Filed under: Pro-Life — Administrator @ 11:12 am
Evangelical Christians committed to sound doctrine must distinguish themselves theologically from those who reject fundamental truths of the Protestant Reformation. Theological unity must never come at the expense of those truths. However, cultural reform efforts like the pro-life movement are not primarily about doctrine, but social justice. To work, they must be broad and inclusive. Historically, for example, social reform efforts designed to abolish slavery and establish civil rights for all Americans were led by large ecumenical coalitions that, despite their theological differences, committed themselves to one goal: establishing a more just society. The same is true of abortion. While rejecting religious pluralism (the belief that all religions are equally valid), we must work closely with those who oppose the destruction of innocent human life, regardless of their religious persuasion.

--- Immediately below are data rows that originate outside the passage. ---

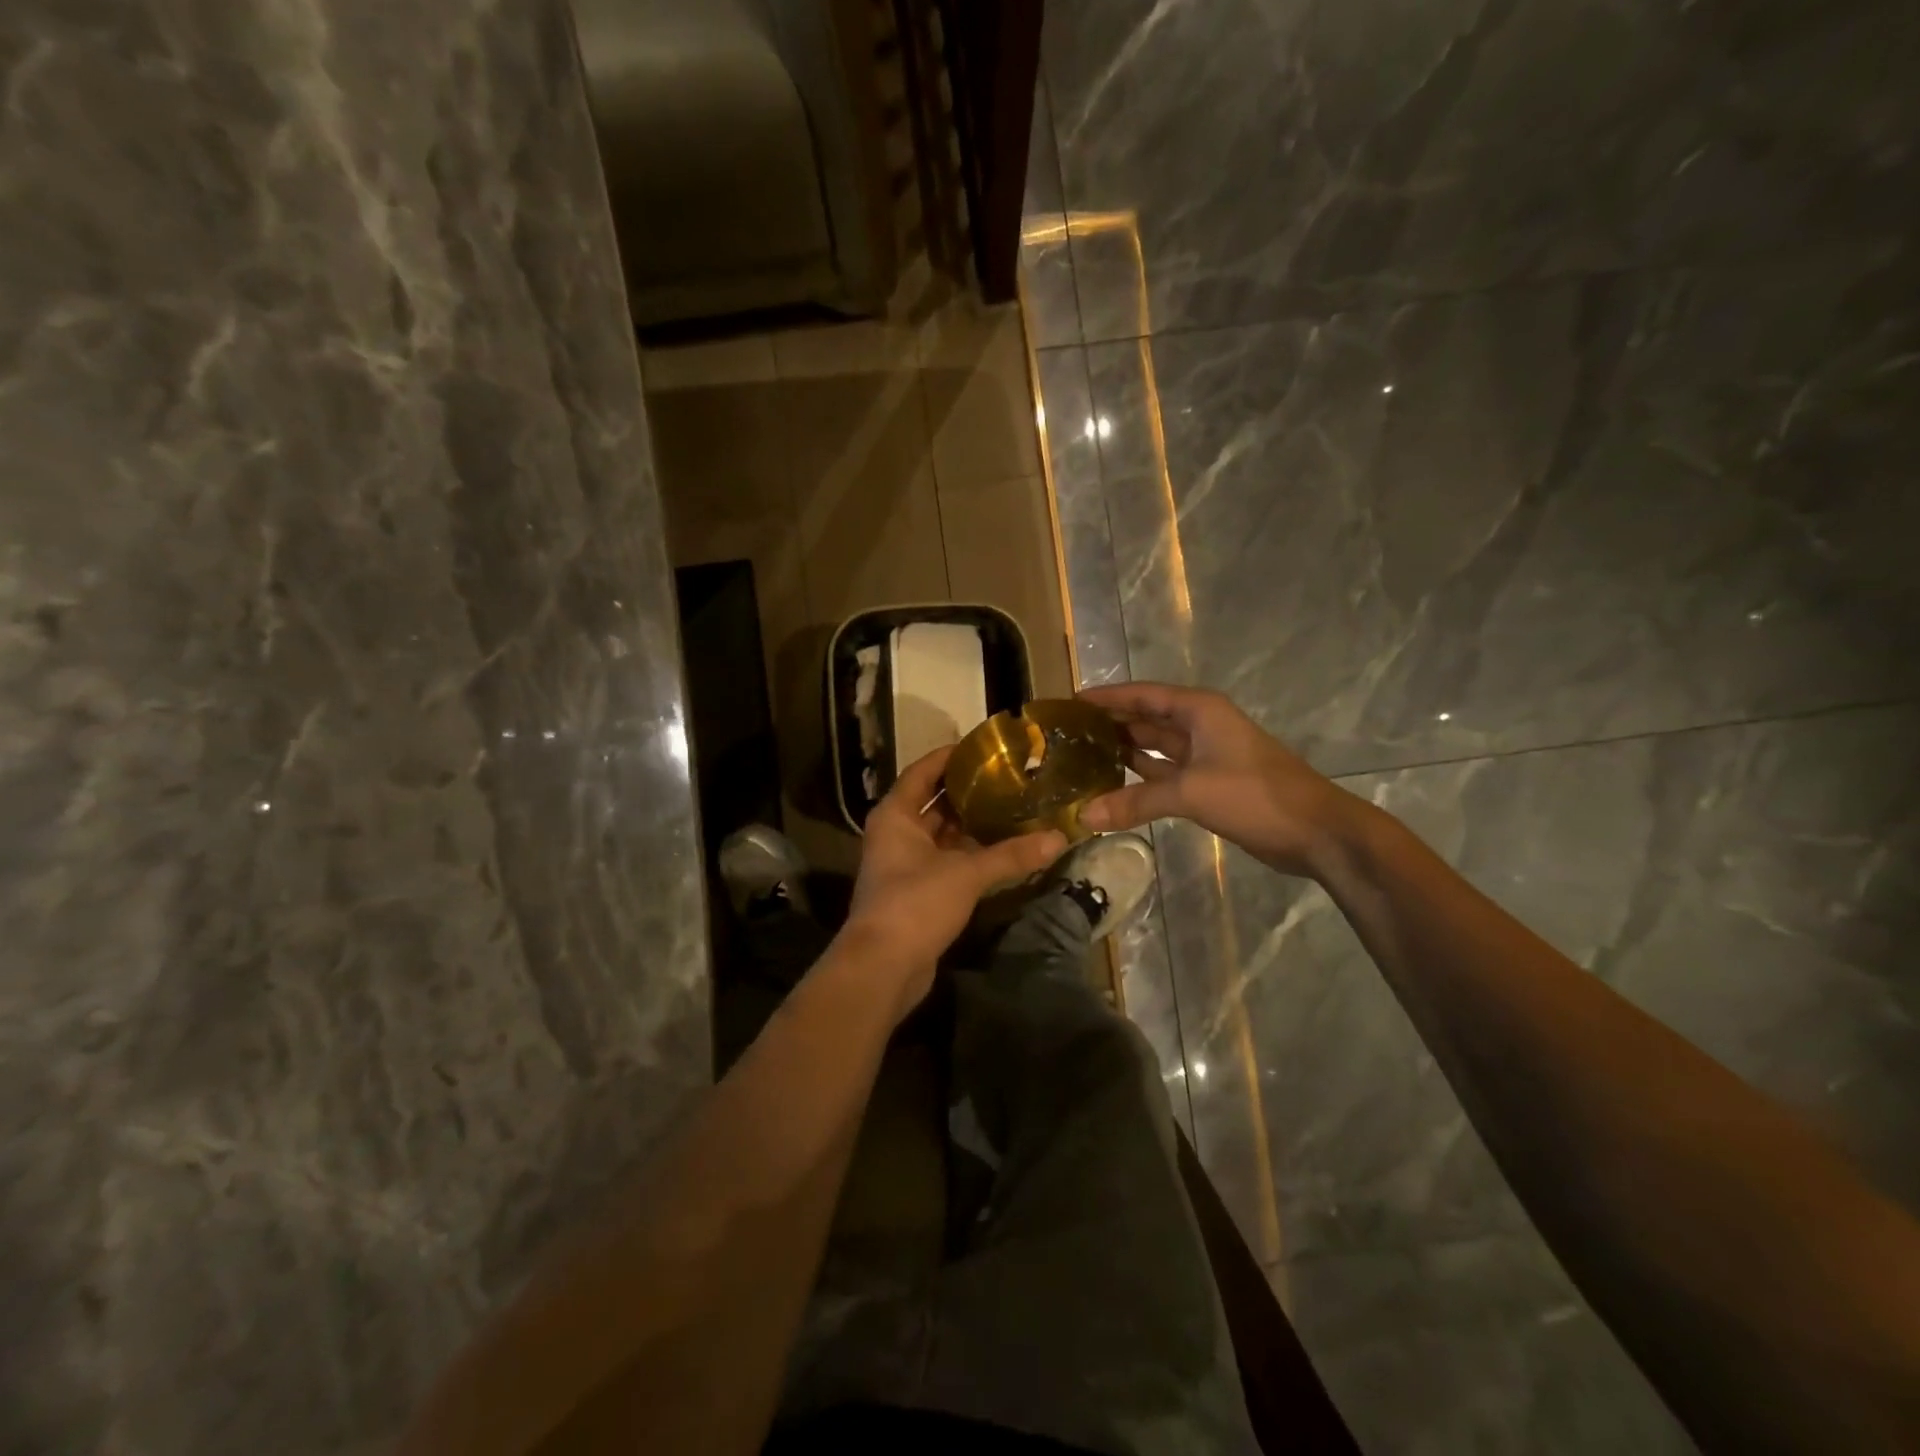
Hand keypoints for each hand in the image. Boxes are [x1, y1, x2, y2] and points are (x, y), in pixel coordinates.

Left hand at [844, 746, 1066, 1015]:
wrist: (883, 966)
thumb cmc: (915, 903)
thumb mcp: (966, 873)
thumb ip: (1011, 855)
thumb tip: (1059, 838)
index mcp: (896, 815)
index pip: (923, 771)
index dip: (951, 756)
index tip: (985, 747)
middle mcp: (896, 833)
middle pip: (934, 802)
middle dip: (968, 791)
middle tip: (1009, 778)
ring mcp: (904, 864)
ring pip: (942, 834)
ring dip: (971, 825)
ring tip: (1013, 808)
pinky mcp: (917, 892)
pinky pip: (946, 861)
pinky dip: (970, 854)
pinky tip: (1002, 850)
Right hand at [1078, 682, 1361, 878]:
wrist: (1315, 832)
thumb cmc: (1255, 795)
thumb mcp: (1191, 793)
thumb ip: (1135, 802)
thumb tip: (1084, 816)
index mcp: (1199, 711)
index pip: (1142, 694)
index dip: (1107, 697)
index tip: (1070, 701)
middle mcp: (1200, 726)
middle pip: (1146, 718)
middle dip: (1110, 724)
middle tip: (1067, 734)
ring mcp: (1205, 756)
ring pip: (1155, 748)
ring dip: (1123, 752)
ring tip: (1080, 758)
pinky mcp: (1209, 784)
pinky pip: (1164, 775)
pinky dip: (1140, 779)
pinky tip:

Steve Camp (see here and here as well) not only thinks such cooperation is wrongheaded, he’s convinced that Evangelicals are spending way too much time trying to reform culture, thus distracting themselves from the mission of the church as outlined in the Great Commission. He’s coined a phrase to describe Evangelicals who work with Catholics opposing moral evils like abortion: They are guilty of “co-belligerence.” Camp insists “there can be no real cultural impact apart from the transforming power of the gospel of Jesus Christ the Lord.” Hence, we are told, Christians should focus on preaching the gospel, not cultural reform. Changing laws will not change an immoral culture; only personal conversion to Christ will do that. Camp continues:
“It is dangerous, brothers, to play politics with God and even unwittingly deny Sola Scriptura for the pragmatic purpose of cultural impact, political reform, or trying to claim a “Christianized” new morality to push back the depraved actions of unregenerate people—and once again, absent of the gospel (Eph. 2:1-5). Evangelical Co-Belligerence is culturally impotent in dealing with the depraved hearts, minds and souls of a pagan world. Satan is pleased when any discourse designed for Christ and His gospel is turned into a political rally to pacify unsaved people in their sin while at the same time creating a superficial morality that is not based upon the salvific work of Christ alone! The tragic result is unredeemed people are left to feel comfortable and safe in a “Christian morality”—yet, they are still lost, still dead in their sins, still sons of disobedience, still drowning in their depravity, and still left hopelessly incarcerated under the eternal punishment of God’s holy wrath (John 3:36).”

Elsewhere, he writes:
“The problem for believers in adopting this kind of political strategery in fighting cultural moral slippage, is that it forces the church to reprioritize its mission from “go into all the world and make disciples” to “go into all the world and strong arm politicians so that we can create through the legislative process a surface only pseudo-moral righteousness absent of the centrality of the gospel of Jesus Christ to stay off the tide of moral decay in our nation.” So much is mistaken here, as Camp fails to make a number of important distinctions. First, how does it follow that because cultural reformers cannot make America blameless before God we shouldn’t try to make her better for the weak and oppressed? Not one pro-life leader that I know is arguing that politics can save souls eternally.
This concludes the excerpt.